EXTRACTED ENTRIES =>
--- START ---

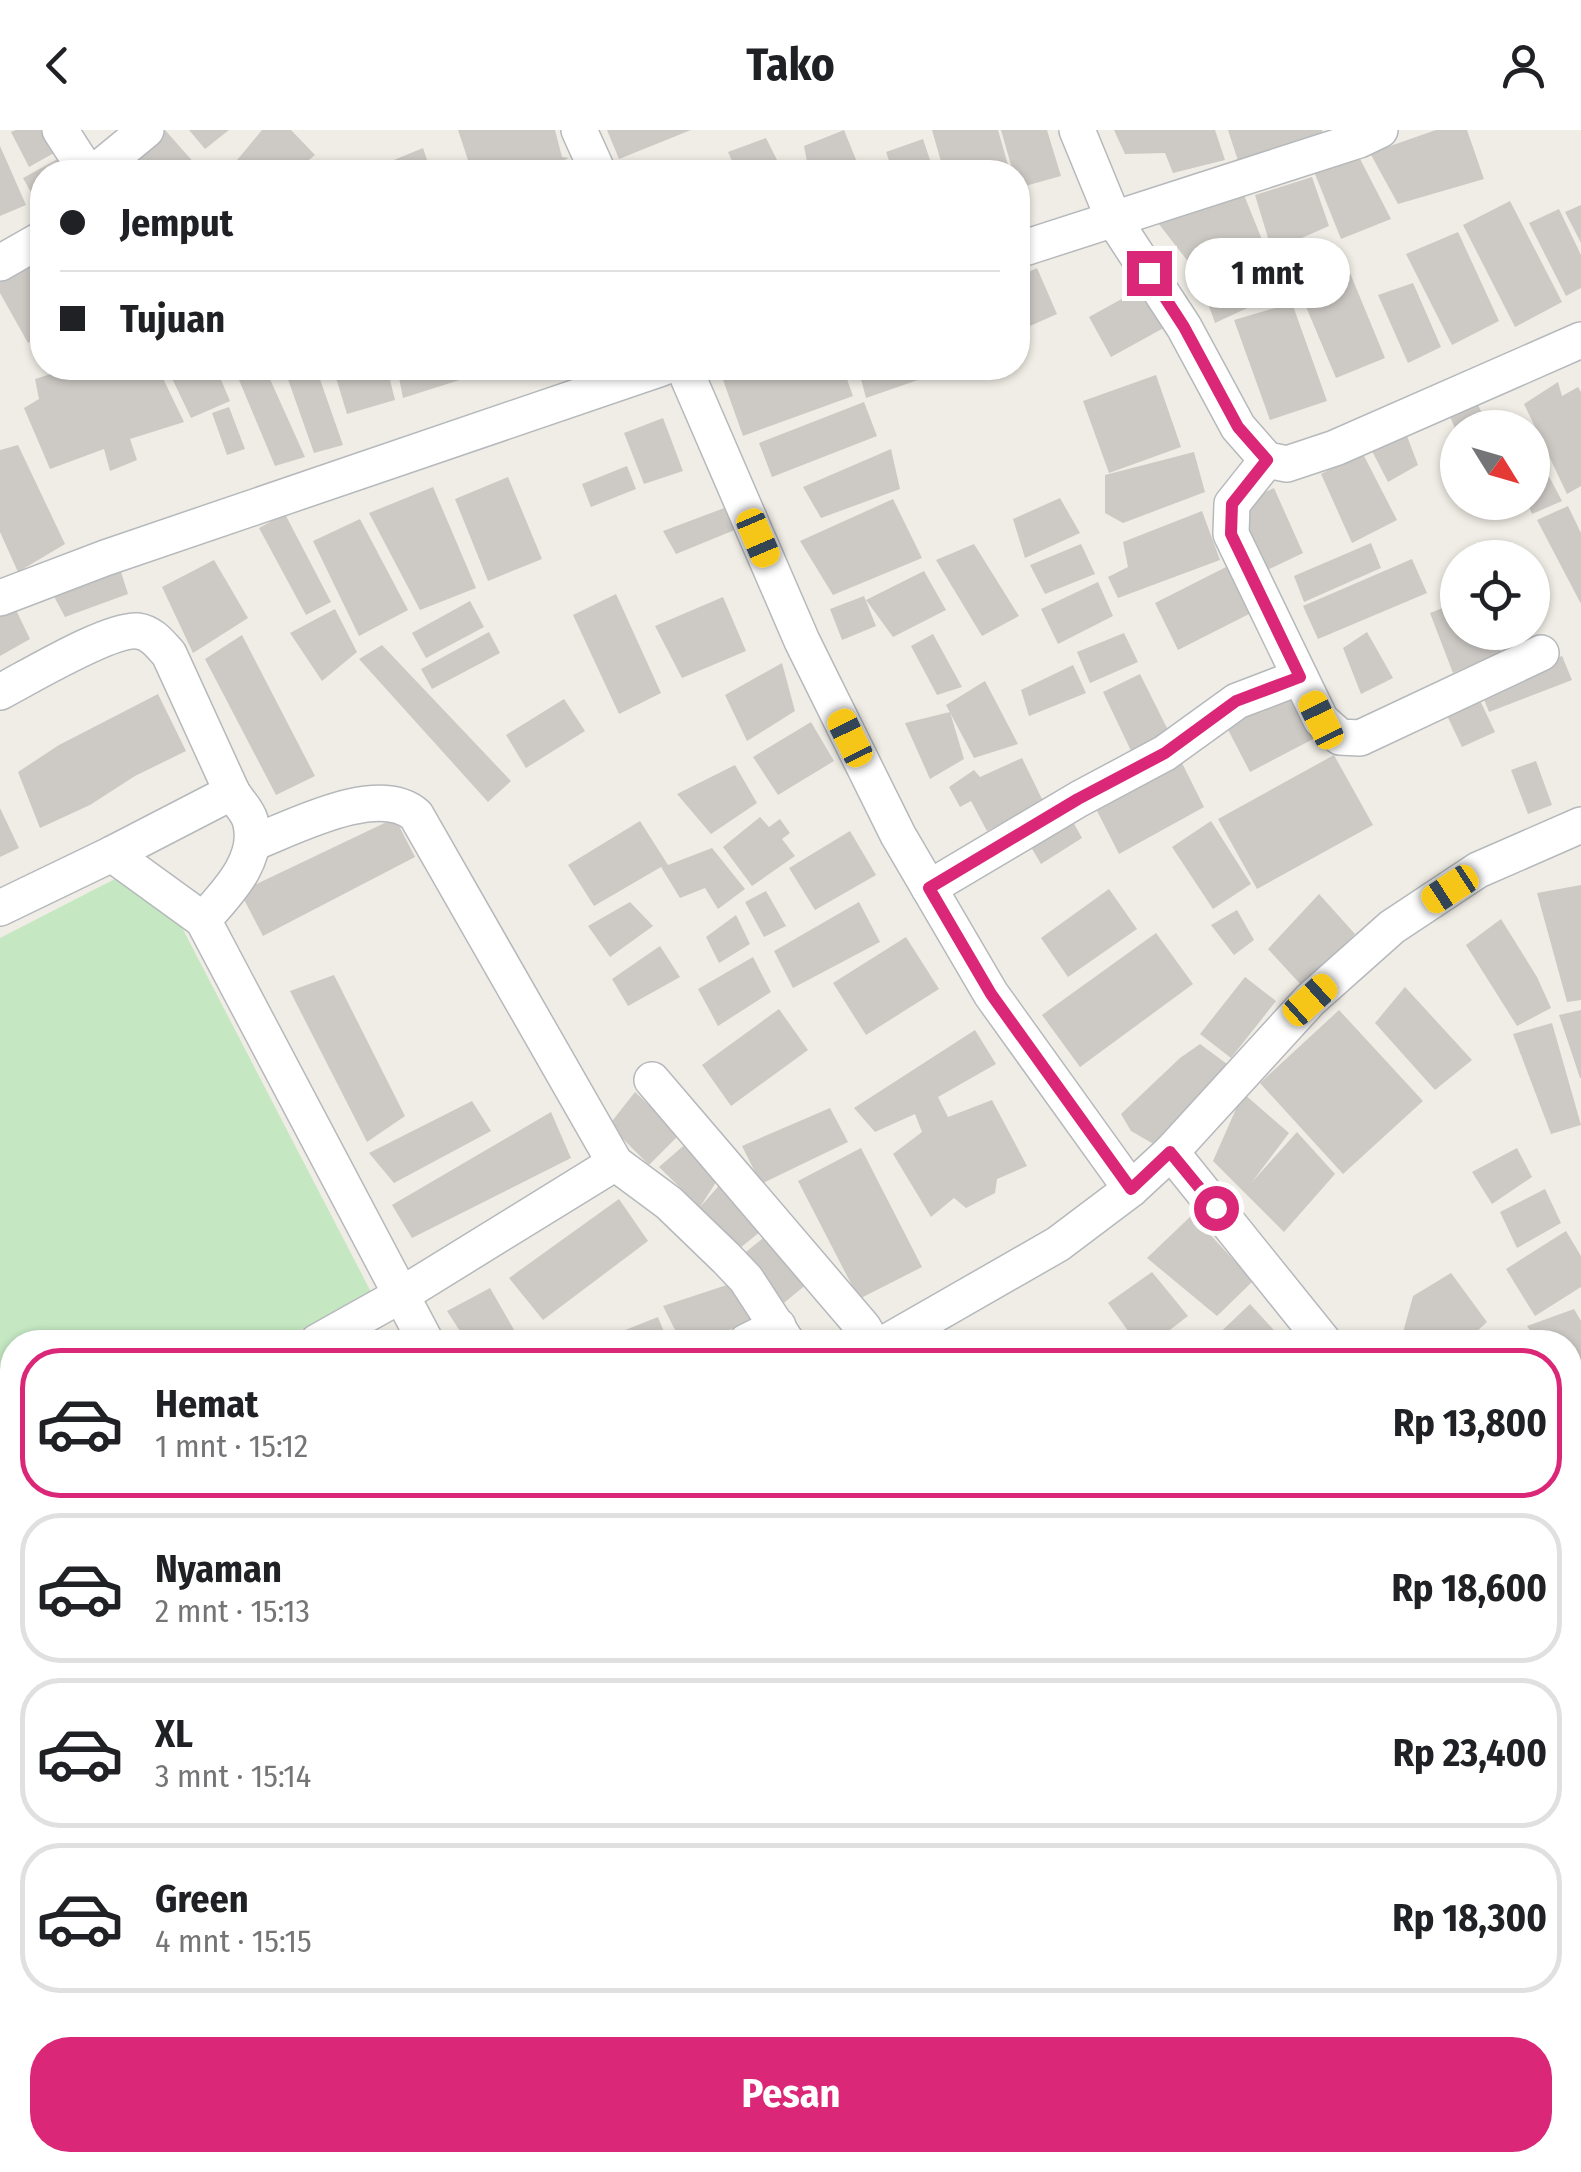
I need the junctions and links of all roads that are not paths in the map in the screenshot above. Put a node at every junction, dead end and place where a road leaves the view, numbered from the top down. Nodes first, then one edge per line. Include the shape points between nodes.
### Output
1 (60, 130) edge
2 (146, 130) edge
3 (579, 130) edge
4 (1077, 130) edge
5 (1380, 130) edge
6 (79, 160) edge
7 (110, 160) edge
8 (593, 160) edge
9 (1114, 220) junction
10 (1030, 246) edge
11 (30, 247) edge
12 (0, 263) edge
13 (1574, 355) edge
14 (627, 380) edge
15 (689, 380) edge
16 (1267, 460) junction
17 (0, 598) edge
18 (1541, 653) dead end
19 (1300, 677) junction
20 (0, 692) edge
21 (232, 792) junction
22 (1581, 825) edge
23 (253, 843) junction
24 (112, 854) junction
25 (929, 888) junction
26 (0, 908) edge
27 (202, 920) junction
28 (652, 1080) dead end
29 (1170, 1152) junction
30 (615, 1163) junction
31 (1131, 1189) junction
32 (402, 1294) junction
33 (338, 1330) edge
34 (420, 1330) edge
35 (779, 1330) edge
36 (868, 1330) edge
37 (908, 1330) edge
38 (1314, 1330) edge

1 - 6 street
2 - 7 street
3 - 8 street
4 - 9 street
5 - 9 street
9 - 10 street
9 - 16 street via 1184,327 1238,427
11 - 12 street
13 - 16 street via 1336,448 1287,464
14 - 17 street
15 - 25 street via 802,641
16 - 19 street via 1232,504 1231,534
18 - 19 street via 1360,738 1340,736 1321,720
19 - 25 street via 1236,701 1165,753
20 - 21 street via 106,638 142,631 169,654
21 - 23 street via 250,818
21 - 24 street
22 - 29 street via 1478,870 1392,927 1310,1000
23 - 27 street via 243,870
23 - 30 street via 331,812 386,801 406,806 425,828
24 - 26 street
24 - 27 street
25 - 31 street via 991,994
27 - 32 street
28 - 36 street
29 - 31 street
29 - 38 street
30 - 32 street
30 - 35 street via 669,1203 746,1278
31 - 37 street via 1058,1244
32 - 33 street
32 - 34 street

--- END ---

YOUR OBJECTIVE => In the data above, how many lines contain the string "dead"? Answer with the number only.

SOLUTION TO THIS TASK => 3